Data provided:
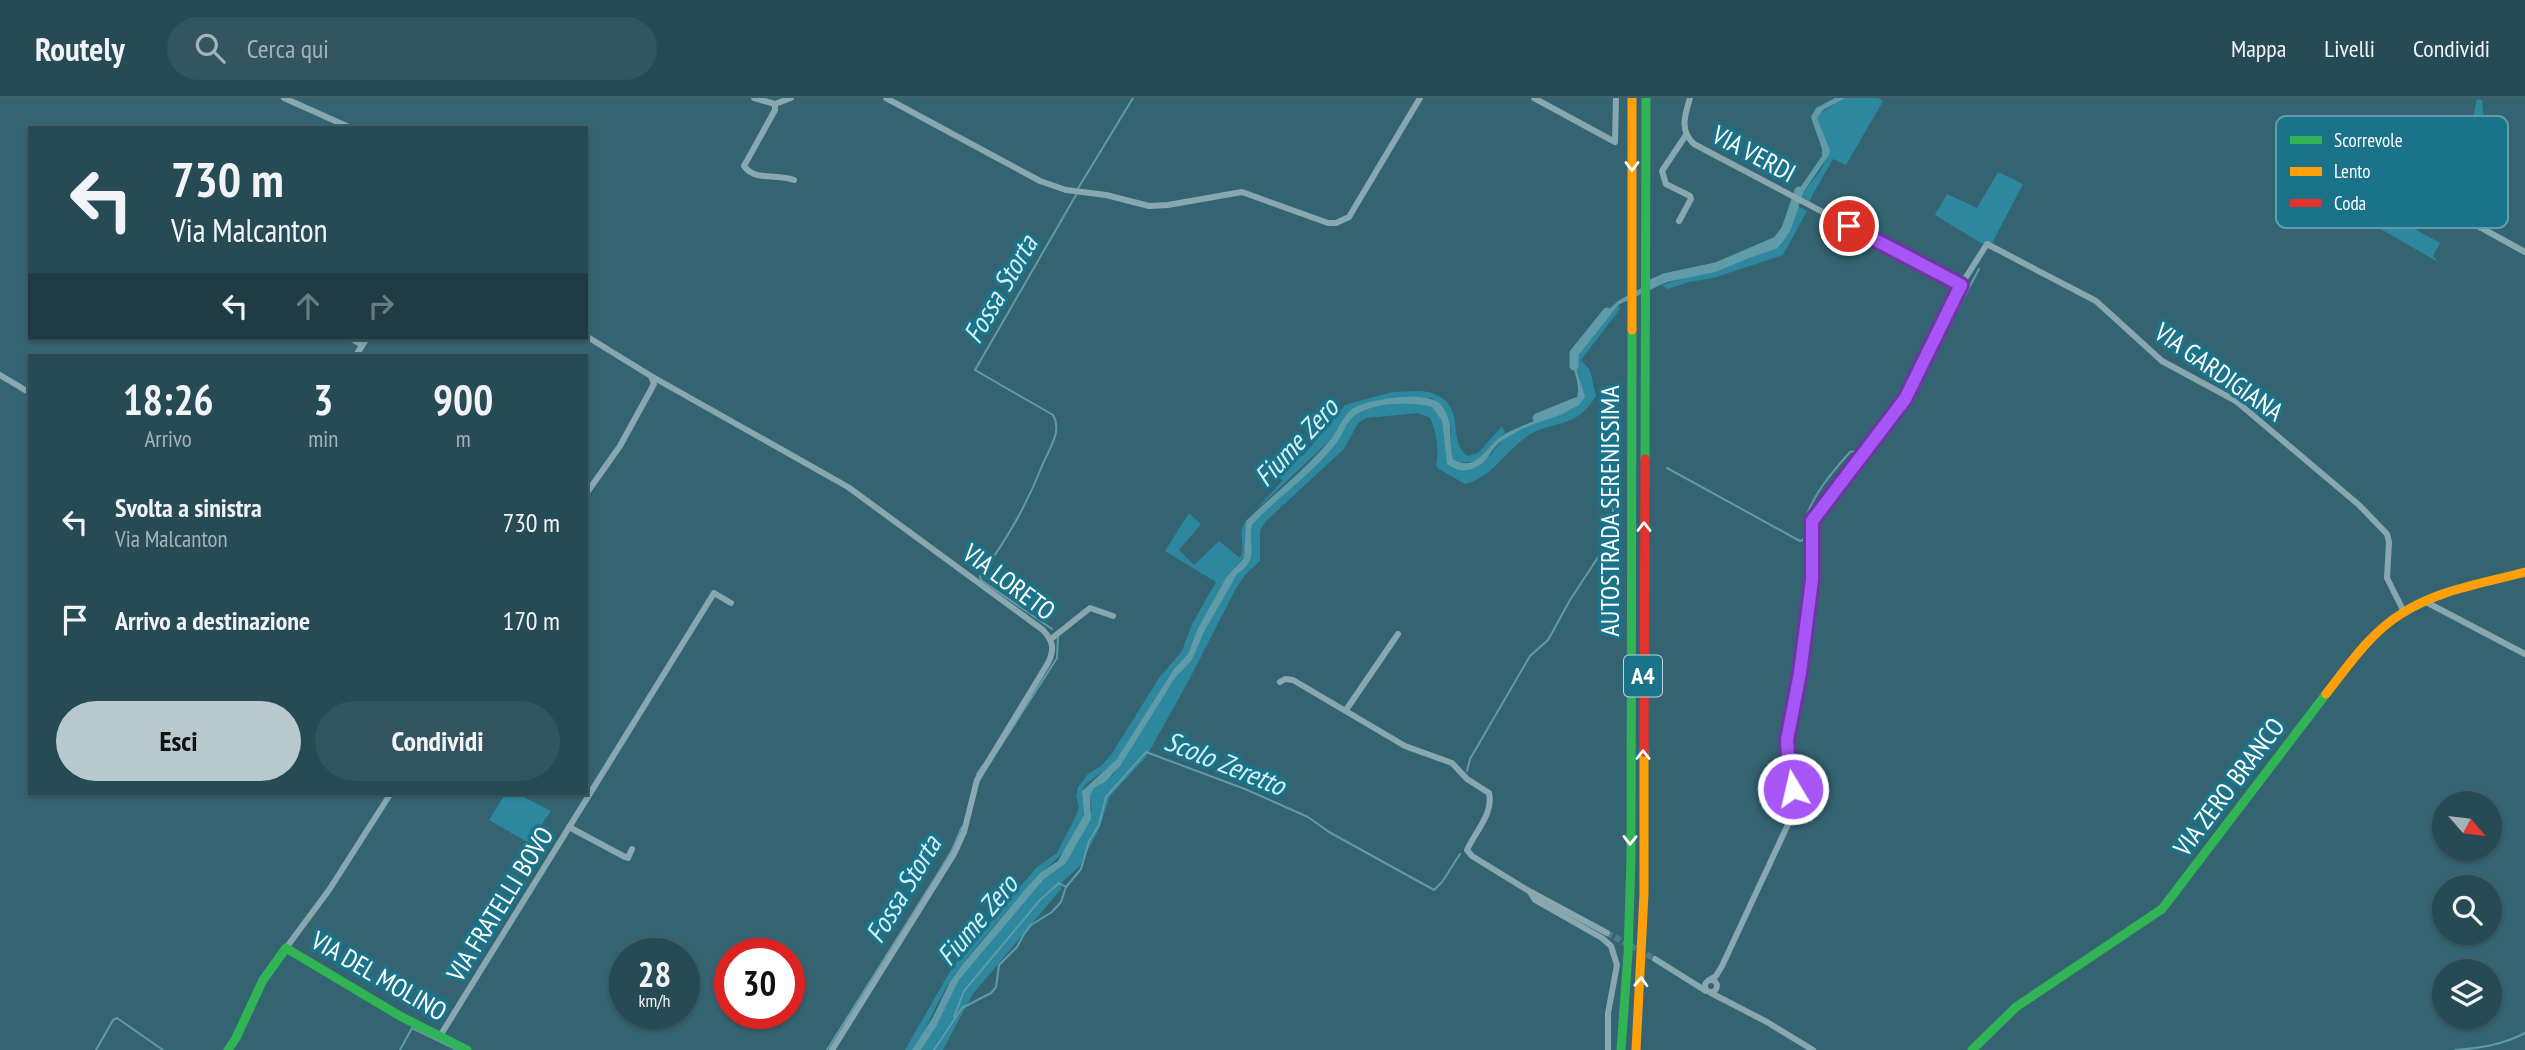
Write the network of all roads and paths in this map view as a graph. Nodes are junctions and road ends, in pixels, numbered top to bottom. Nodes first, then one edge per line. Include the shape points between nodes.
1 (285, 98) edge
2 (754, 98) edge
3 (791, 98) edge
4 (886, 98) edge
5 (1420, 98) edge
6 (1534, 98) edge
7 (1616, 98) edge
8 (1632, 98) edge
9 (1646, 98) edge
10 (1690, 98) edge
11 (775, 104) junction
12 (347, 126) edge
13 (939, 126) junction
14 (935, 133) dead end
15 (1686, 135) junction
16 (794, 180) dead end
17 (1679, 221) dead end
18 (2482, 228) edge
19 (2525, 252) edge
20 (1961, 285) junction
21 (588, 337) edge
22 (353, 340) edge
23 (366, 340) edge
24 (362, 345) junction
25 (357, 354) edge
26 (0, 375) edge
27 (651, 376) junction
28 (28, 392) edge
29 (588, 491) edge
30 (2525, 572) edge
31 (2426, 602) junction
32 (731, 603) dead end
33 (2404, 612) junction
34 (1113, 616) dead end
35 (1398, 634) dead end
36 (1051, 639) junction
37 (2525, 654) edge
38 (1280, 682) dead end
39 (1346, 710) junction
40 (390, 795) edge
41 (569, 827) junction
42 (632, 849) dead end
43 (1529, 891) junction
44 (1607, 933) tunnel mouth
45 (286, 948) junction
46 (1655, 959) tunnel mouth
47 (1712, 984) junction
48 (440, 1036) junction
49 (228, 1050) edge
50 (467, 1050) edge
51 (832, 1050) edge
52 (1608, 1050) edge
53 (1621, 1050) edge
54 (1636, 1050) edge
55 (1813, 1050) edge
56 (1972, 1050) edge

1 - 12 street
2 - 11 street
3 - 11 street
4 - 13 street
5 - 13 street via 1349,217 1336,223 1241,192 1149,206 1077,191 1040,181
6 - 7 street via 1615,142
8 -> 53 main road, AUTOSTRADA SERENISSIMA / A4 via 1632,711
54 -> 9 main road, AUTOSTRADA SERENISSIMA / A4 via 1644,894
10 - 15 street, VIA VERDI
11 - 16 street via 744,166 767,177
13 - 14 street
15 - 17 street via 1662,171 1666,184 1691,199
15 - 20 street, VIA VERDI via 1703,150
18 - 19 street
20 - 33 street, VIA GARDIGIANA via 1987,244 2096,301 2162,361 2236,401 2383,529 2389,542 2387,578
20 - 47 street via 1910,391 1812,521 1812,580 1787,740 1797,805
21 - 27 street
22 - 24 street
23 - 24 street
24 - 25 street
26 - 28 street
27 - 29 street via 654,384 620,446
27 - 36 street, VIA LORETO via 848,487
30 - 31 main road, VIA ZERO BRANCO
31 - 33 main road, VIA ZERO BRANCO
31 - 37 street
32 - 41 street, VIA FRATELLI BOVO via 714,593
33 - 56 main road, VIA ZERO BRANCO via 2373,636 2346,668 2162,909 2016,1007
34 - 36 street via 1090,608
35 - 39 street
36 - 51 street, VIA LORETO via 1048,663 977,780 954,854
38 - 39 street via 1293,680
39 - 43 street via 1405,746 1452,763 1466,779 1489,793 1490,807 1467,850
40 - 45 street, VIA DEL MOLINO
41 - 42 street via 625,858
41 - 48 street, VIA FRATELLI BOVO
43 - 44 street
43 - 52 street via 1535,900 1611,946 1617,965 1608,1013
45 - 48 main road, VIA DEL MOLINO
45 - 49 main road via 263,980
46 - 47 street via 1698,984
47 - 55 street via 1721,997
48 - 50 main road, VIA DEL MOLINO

Exercise brief: Images are to be skipped, and each line above is to be returned exactly.

Answer box:
Write the network of all roads and paths in this map view as a graph. Nodes are junctions and road ends, in pixels, numbered top to bottom. Nodes first, then one edge per line. Include the shape points between nodes.
1 (285, 98) edge
2 (754, 98) edge
3 (791, 98) edge
4 (886, 98) edge
5 (1420, 98) edge
6 (1534, 98) edge
7 (1616, 98) edge
8 (1632, 98) edge
9 (1646, 98) edge
10 (1690, 98) edge
11 (775, 104) junction
12 (347, 126) edge
13 (939, 126) junction
14 (935, 133) dead end
15 (1686, 135) junction
16 (794, 180) dead end
17 (1679, 221) dead end
18 (2482, 228) edge
19 (2525, 252) edge
20 (1961, 285) junction
21 (588, 337) edge
22 (353, 340) edge
23 (366, 340) edge
24 (362, 345) junction
25 (357, 354) edge
26 (0, 375) edge
27 (651, 376) junction
28 (28, 392) edge
29 (588, 491) edge
30 (2525, 572) edge
31 (2426, 602) junction
32 (731, 603) dead end
33 (2404, 612) junction
34 (1113, 616) dead end
35 (1398, 634) dead end
36 (1051, 639) junction
37 (2525, 654) edge
38 (1280, 682) dead end
39 (1346, 710) junction
40 (390, 795) edge
41 (569, 827) junction
42 (632, 849) dead end
43 (1529, 891) junction
44 (1607, 933) tunnel mouth
45 (286, 948) junction
46 (1655, 959) tunnel mouth
47 (1712, 984) junction
48 (440, 1036) junction
49 (228, 1050) edge
50 (467, 1050) edge
51 (832, 1050) edge
52 (1608, 1050) edge
53 (1621, 1050) edge
54 (1636, 1050) edge
55 (1813, 1050) edge
56 (1972, 1050) edge

1 - 12 street
2 - 11 street
3 - 11 street
4 - 13 street
5 - 13 street via 1349,217 1336,223 1241,192 1149,206 1077,191 1040,181
6 - 7 street via 1615,142
8 -> 53 main road, AUTOSTRADA SERENISSIMA / A4 via 1632,711
54 -> 9 main road, AUTOSTRADA SERENISSIMA / A4 via 1644,894
10 - 15 street, VIA VERDI
11 - 16 street via 744,166 767,177
13 - 14 street
15 - 17 street via 1662,171 1666,184 1691,199
15 - 20 street, VIA VERDI via 1703,150
18 - 19 street
20 - 33 street, VIA GARDIGIANA via 1987,244 2096,301 2162,361 2236,401 2383,529 2389,542 2387,578
20 - 47 street via 1910,391 1812,521 1812,580 1787,740 1797,805
21 - 27 street
22 - 24 street
23 - 24 street
24 - 25 street
26 - 28 street
27 - 29 street via 654,384 620,446
27 - 36 street, VIA LORETO via 848,487
30 - 31 main road, VIA ZERO BRANCO
31 - 33 main road, VIA ZERO BRANCO
31 - 37 street
32 - 41 street, VIA FRATELLI BOVO via 714,593
33 - 56 main road, VIA ZERO BRANCO via 2373,636 2346,668 2162,909 2016,1007
34 - 36 street via 1090,608
35 - 39 street
36 - 51 street, VIA LORETO via 1048,663 977,780 954,854
38 - 39 street via 1293,680
39 - 43 street via 1405,746 1452,763 1466,779 1489,793 1490,807 1467,850
40 - 45 street, VIA DEL MOLINO
41 - 42 street via 625,858
41 - 48 street, VIA FRATELLI BOVO
43 - 44 street
43 - 52 street via 1535,900 1611,946 1617,965 1608,1013
45 - 48 main road, VIA DEL MOLINO
45 - 49 main road via 263,980
46 - 47 street via 1698,984
47 - 55 street via 1721,997
48 - 50 main road, VIA DEL MOLINO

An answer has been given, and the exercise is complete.